Re: Measuring replay lag

From: Thomas Munro <thomas(dot)munro(at)enterprisedb(dot)com>
To: Simon Riggs <simon(at)2ndquadrant(dot)com>
Cc: Craig Ringer <craig(at)2ndquadrant(dot)com>, Michael Paquier <michael(dot)paquier(at)gmail(dot)com>, Fujii Masao <masao(dot)fujii(at)gmail(dot)com>, Peter Eisentraut <peter(dot)eisentraut(at)2ndquadrant(dot)com>, Masahiko Sawada <sawada(dot)mshk(at)gmail(dot)com>, Pg Hackers <pgsql-hackers(at)postgresql(dot)org>
Subject: Re: Measuring replay lag
Date: 2017-03-16 00:02:56
Message-ID: CAEepm=33y_FhfBq3WyDpLDCdeQt00fGhFSrpgosVb9gjy0=N9w@mail.gmail.com
Views: Raw Message | Whole Thread | Download mbox | Resend email
Thread:
Lists: pgsql-hackers

On Thu, Mar 16, 2017 at 12:07 PM, Simon Riggs <simon(at)2ndquadrant(dot)com> wrote:
> There are two ways of knowing the lag: 1) by measurement/sampling,
> which is the main way this patch approaches this, 2) by direct
> observation the LSNs match. Both are equally valid ways of
> establishing knowledge. Strangely (2) is the only one of those that is
> actually precise and yet you say it is bogus. It is actually the
> measurements which are approximations of the actual state.
>
> The reality is that the lag can change dis-continuously between zero
> and non-zero. I don't think we should hide that from people.
>
> I suspect that your "entirely bogus" feeling comes from the point that
> we actually have 3 states, one of which has unknown lag.
>
> A) "Currently caught-up"
> WALSender LSN == WALReceiver LSN (info type (1))
> At this point the current lag is known precisely to be zero.
>
> B) "Work outstanding, no reply yet"
> Immediately after where WALSenderLSN > WALReceiverLSN, yet we haven't
> yet received new reply
> We expect to stay in this state for however long it takes to receive a
> reply, which could be wal_receiver_status_interval or longer if the
> lag is greater. At this point we have no measurement of what the lag
> is. We could reply NULL since we don't know.
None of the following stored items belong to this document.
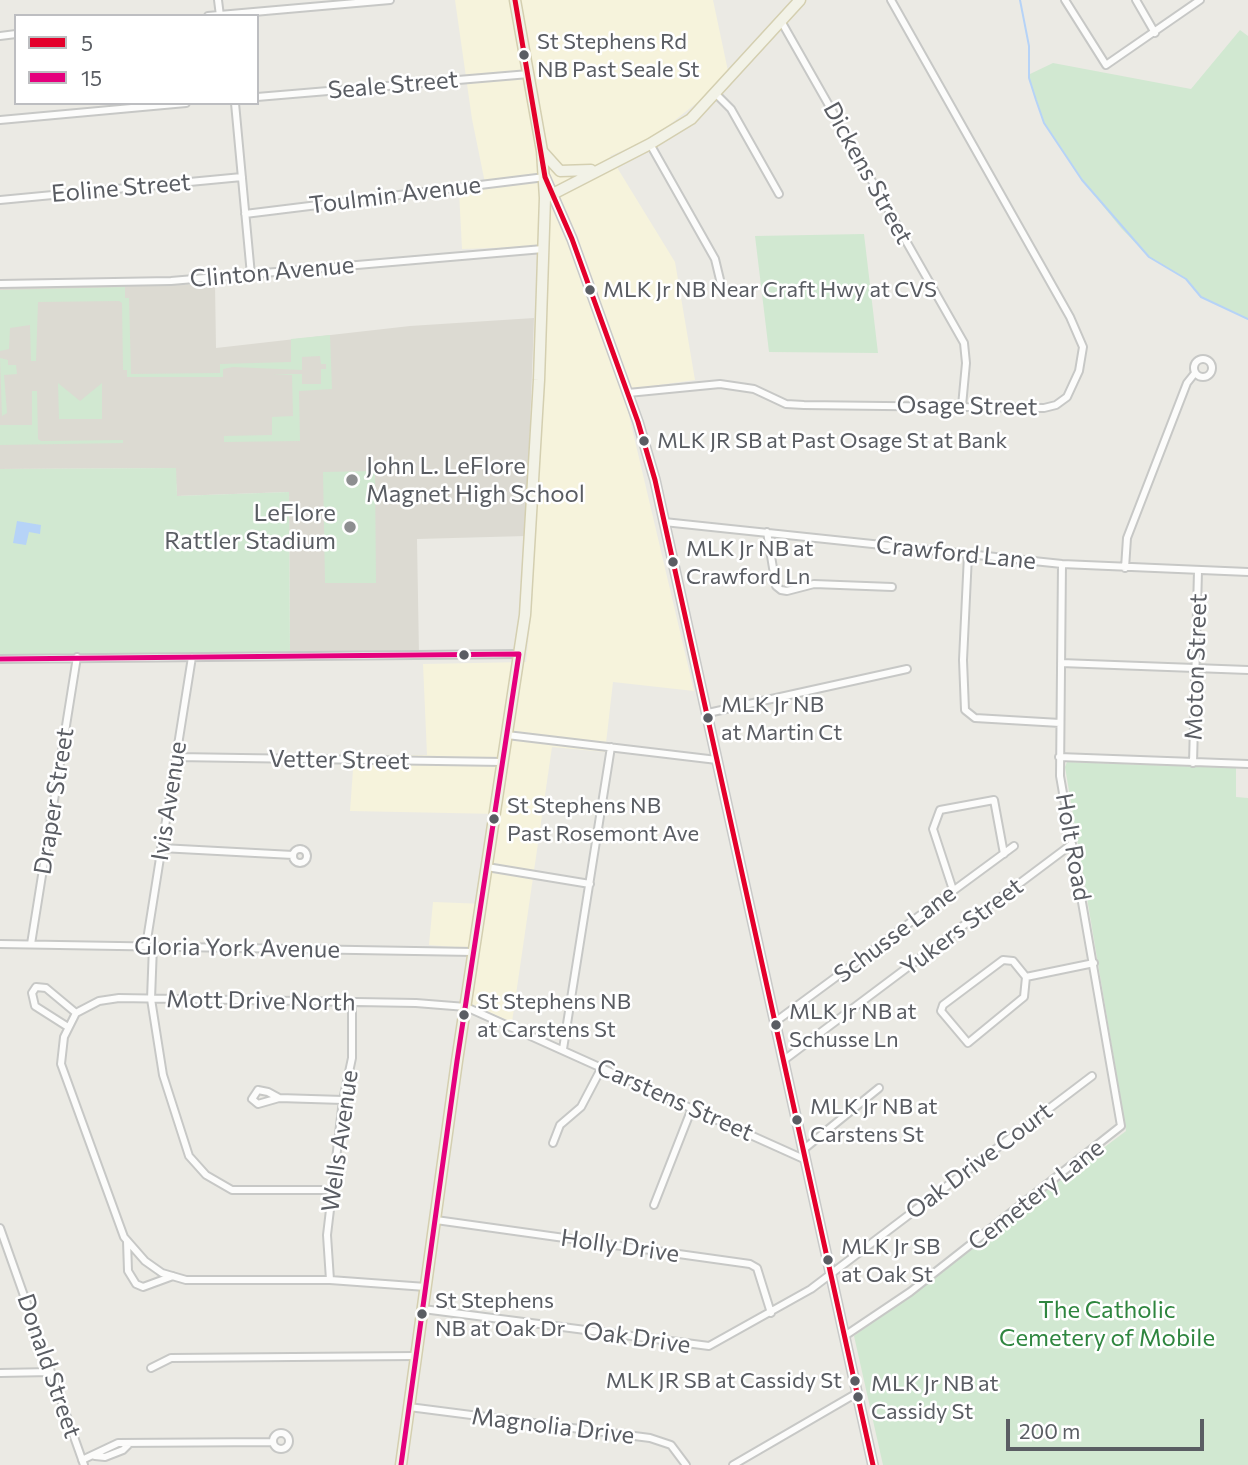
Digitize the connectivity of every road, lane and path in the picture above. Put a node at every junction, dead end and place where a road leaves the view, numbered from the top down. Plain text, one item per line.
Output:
1 (390, 0) edge
2 (800, 0) edge
3 (891, 0) edge
4 (1065, 0) edge
5 (1136, 0) edge
6 (1200, 0) edge
7 (516, 2) edge
8 (230, 14) edge
9 (781, 21) junction
10 (1155, 33) junction
11 (529, 74) junction
12 (716, 94) junction
13 (259, 97) edge
14 (164, 105) edge
15 (234, 105) edge
16 (0, 120) edge
17 (650, 144) junction
18 (542, 151) junction
19 (600, 169) junction
20 (242, 177) junction
21 (545, 177) junction
22 (779, 194) dead end
23 (550, 196) junction
24 (0, 200) edge
25 (245, 214) junction
26 (544, 249) junction
27 (251, 275) junction
28 (0, 284) edge
29 (722, 288) dead end
30 (1195, 373) dead end
31 (628, 393) junction
32 (962, 406) junction
33 (664, 522) junction
34 (767, 532) junction
35 (968, 555) junction
36 (1062, 564) junction
37 (1125, 568) junction
38 (1198, 571) junction
39 (1248, 572) edge
40 (892, 587) dead end
41 (519, 654) junction
42 (77, 657) junction
43 (192, 657) junction
44 (0, 659) edge
45 (1061, 663) junction
46 (1196, 668) junction
47 (907, 669) dead end
48 (1248, 670) edge
49 (708, 713) junction
50 (1060, 723) junction
51 (508, 735) junction
52 (611, 747) junction
53 (176, 757) junction
54 (1059, 757) junction
55 (717, 760) junction
56 (503, 762) junction
57 (1193, 763) junction
58 (1248, 764) edge
59 (1072, 844) junction
60 (1014, 846) dead end
61 (161, 848) junction
62 (1004, 854) junction
63 (293, 855) dead end
64 (487, 867) junction
65 (590, 884) junction
66 (953, 890) junction
67 (0, 944) edge
68 (31, 944) junction
69 (150, 946) junction
70 (474, 952) junction
71 (1094, 963) junction
72 (1026, 977) junction
73 (151, 999) junction
74 (352, 1003) junction
75 (466, 1007) junction
76 (76, 1013) junction
77 (775, 1022) junction
78 (68, 1027) junction
79 (563, 1049) junction
80 (784, 1060) junction
81 (602, 1067) junction
82 (1092, 1076) dead end
83 (879, 1088) dead end
84 (279, 1098) dead end
85 (343, 1100) junction
86 (692, 1108) junction
87 (1121, 1126) joint
88 (553, 1143) dead end
89 (804, 1149) junction
90 (806, 1160) junction
91 (331, 1190) junction
92 (654, 1205) dead end
93 (436, 1220) junction
94 (0, 1228) edge
95 (127, 1241) junction
96 (833, 1273) junction
97 (173, 1276) junction
98 (330, 1280) junction
99 (426, 1287) junction
100 (423, 1309) junction
101 (771, 1313) junction
102 (846, 1335) junction
103 (416, 1356) junction
104 (151, 1368) dead end
105 (51, 1372) junction
106 (0, 1373) edge
107 (857, 1393) junction
108 (409, 1407) junction
109 (273, 1442) dead end
110 (83, 1463) edge
111 (401, 1465) edge
112 (686, 1465) edge
113 (733, 1465) edge
114 (873, 1465) edge

1 - 8 street
2 - 9 main road
3 - 32 street, Osage Street
4 - 10 street
5 - 10 street
6 - 10 street
7 - 11 main road
9 - 12 main road
9 - 32 street, Dickens Street
11 - 13 street, Seale Street
11 - 18 main road
12 - 17 main road
12 - 22 street
14 - 16 street
15 - 20 street
17 - 19 main road
17 - 29 street
18 - 19 main road
18 - 21 main road
19 - 23 main road
20 - 24 street, Eoline Street
20 - 25 street
21 - 23 main road
21 - 25 street, Toulmin Avenue
23 - 26 main road
23 - 31 main road
25 - 27 street
26 - 27 street, Clinton Avenue
26 - 41 main road
27 - 28 street, Clinton Avenue
30 - 37 street
31 - 32 street, Osage Street
31 - 33 main road
33 - 34 street, Crawford Lane
33 - 49 main road
34 - 35 street, Crawford Lane
34 - 40 street
35 - 36 street, Crawford Lane
35 - 50 street
36 - 37 street, Crawford Lane
36 - 45 street, Holt Road
37 - 38 street, Crawford Lane
38 - 39 street, Crawford Lane
38 - 46 street, Moton Street
41 - 43 street
41 - 51 main road
42 - 43 street
42 - 44 street
42 - 68 street, Draper Street
43 - 53 street, Ivis Avenue
45 - 46 street
45 - 50 street, Holt Road
46 - 48 street
46 - 57 street, Moton Street
47 - 49 street
49 - 55 main road
50 - 54 street, Holt Road
51 - 52 street
51 - 56 main road
52 - 55 street
52 - 65 street
53 - 56 street, Vetter Street
53 - 61 street, Ivis Avenue
54 - 57 street
54 - 59 street, Holt Road
55 - 77 main road
56 - 64 main road
57 - 58 street
59 - 71 street, Holt Road
59 - 80 street, Yukers Street
60 - 62 street, Schusse Lane
61 - 63 street
61 - 69 street, Ivis Avenue
62 - 66 street, Schusse Lane
62 - 66 street
64 - 65 street
64 - 70 main road
65 - 79 street
66 - 77 street, Schusse Lane
67 - 68 street, Gloria York Avenue
68 - 69 street, Gloria York Avenue
69 - 70 street, Gloria York Avenue
69 - 73 street, Ivis Avenue
70 - 75 main road
71 - 72 street
71 - 87 street, Holt Road
72 - 72 street
73 - 74 street, Mott Drive North
73 - 76 street, Mott Drive North
73 - 91 street, Ivis Avenue
74 - 75 street, Mott Drive North
74 - 85 street, Wells Avenue
75 - 79 street, Carstens Street
75 - 93 main road
76 - 78 street
76 - 78 street
77 - 80 main road
78 - 95 street
79 - 81 street, Carstens Street
80 - 89 main road
81 - 86 street, Carstens Street
81 - 88 street
82 - 96 street, Oak Drive Court
83 - 89 street
84 - 85 street
85 - 91 street, Wells Avenue
86 - 90 street, Carstens Street
86 - 92 street
87 - 102 street, Cemetery Lane
89 - 90 main road
90 - 96 main road
91 - 98 street, Wells Avenue
93 - 99 main road
93 - 101 street, Holly Drive
94 - 105 street, Donald Street
95 - 97 street
95 - 97 street
96 - 101 street, Oak Drive
96 - 102 main road
97 - 98 street
98 - 99 street
99 - 100 main road
100 - 101 street, Oak Drive
100 - 103 main road
102 - 107 main road
103 - 104 street
103 - 108 main road
105 - 106 street
105 - 110 street, Donald Street
107 - 113 street
107 - 114 main road
108 - 111 main road
108 - 112 street, Magnolia Drive
109 - 110 street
We could reply with the
> last measured lag when we were last in state C, but if the new reply
> was delayed for more than that we'd need to reply that the lag is at
> least as high as the delay since last time we left state A.
>
> C) "Continuous flow"
> WALSenderLSN > WALReceiverLSN and we have received a reply
> (measurement, info type (2))
> This is the main case. Easy-ish!
>
> So I think we need to first agree that A and B states exist and how to
> report lag in each state.

I agree that these states exist, but we disagree on what 'lag' really
means, or, rather, which of several plausible definitions would be the
most useful here.

My proposal is that the *_lag columns should always report how long it
took for recently written, flushed and applied WAL to be written,
flushed and applied (and for the primary to know about it). By this
definition, sent LSN = applied LSN is not a special case: we simply
report how long that LSN took to be written, flushed and applied.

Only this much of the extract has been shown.